神保和子(以下、神保) 親の価値観と子どもの好きなものは違うので、やっぱり親の価値観を押し付けず、その子が興味を持ったことを、大らかに受け止めてほしいですね。知人のお子さんが、電車の絵本しか読みたがらず、「親としてはいろいろ本を読ませたいんだけど……」と最初は悩んでいたんですが、結局あきらめたそうなんです。今、その子は電車の運転手をしていますよ。
北尾知子(以下、北尾) それ素敵なことですね。
神保 子どもには個性があるのに、「これが子どもにとっていいものだから」という同調圧力が強いのでしょうか。
北尾 「よそはよそ、うちはうち」と言わなくなりましたね。子どものとき「◯◯ちゃんの家にはゲームがあるよ」と言っても「よそはよそ」と言われたものですが、今は横並びで同じようにならないといけないという風潮。
東條知美(以下、東條) だから平均的な子が増えるんでしょうね。ただ、親の価値観に合わない本は、親も「嫌」と言っていいと私は思いますよ。
大内めぐみ(以下、大内) そうですよね。「お母さんはこの本は好きではない。それはこういう理由だから……」と伝え合う会話もコミュニケーションの一つ。どんな絵本を読むかより、その時間を持つことの方が大事なのでは。私個人としては、具体的にどの本がいいかといえば、迷うならまず、昔からある名作で足りると思っています。まず親が子どもと一緒に楽しむ一歩としてなら、それくらいの量でいい。時代を経ても残っている名作は、どの時代に読んでも人が心地よく感じるということだと思うので、安全かな……と。

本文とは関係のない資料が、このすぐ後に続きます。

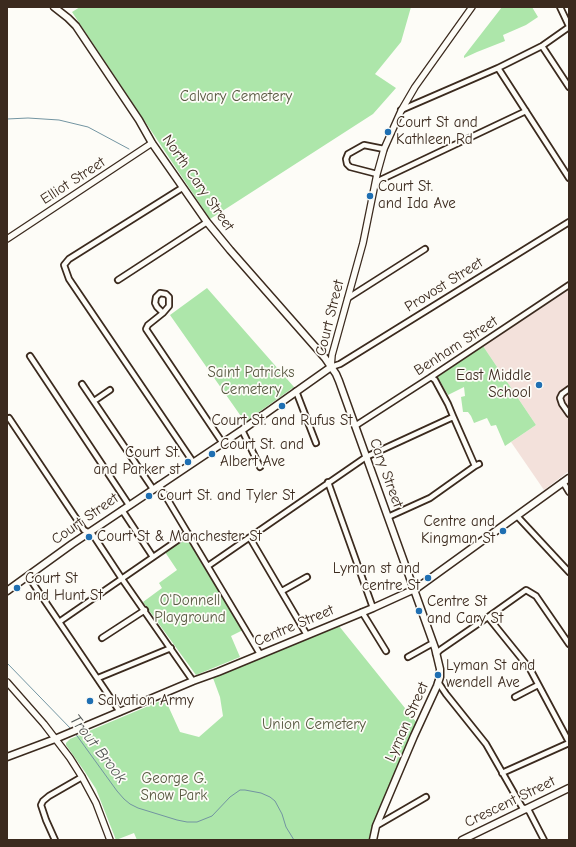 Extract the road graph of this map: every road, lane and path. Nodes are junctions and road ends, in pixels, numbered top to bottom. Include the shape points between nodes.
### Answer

東條 確かに、評価が確立している本にはよいと言われるだけの理由が必ずあります。もちろん新しい絵本にもよいものはありますが、近年は「子どもにとってよい」というよりも、お母さんの共感を得ようとしている絵本が増えてきている印象があります。道徳が教科化されて、道徳絵本も増えてますね。今は私たちが子どもの頃よりも、いろいろな本があふれていて選ぶのが難しい。
北尾 「名作で足りる」というのは、出版界に携わる者としては忸怩たる思いがあります。いい本を作ろうと思っている編集者もいるけれど、紙媒体が売れなくなっているから、どうしても出版社が“大きく売れるもの”を目指してしまうんです。特に、少人数の読み聞かせではなく、図書館や学校など大人数の読み聞かせでは、一発ギャグのようにウケることを求める読み手が少なくない。だから、センテンスが短い“出オチ”みたいな絵本ばかりが出版されてしまう。読み聞かせ対応の絵本は“出オチ”、先ほど東條さんが言っていた親にウケる絵本は“お涙頂戴”という傾向が顕著になってきているような気がします。
東條 学校で読み聞かせのボランティアをしているお母さんに話を聞くと「高学年に読むのはちょっと苦手」という人が多い。素直に反応する低学年と違って、高学年は反応がなく、不安だと言うんです。だからウケる本を選ぶ。でも、40人いたら40人満足できる本なんてあり得ないと思います。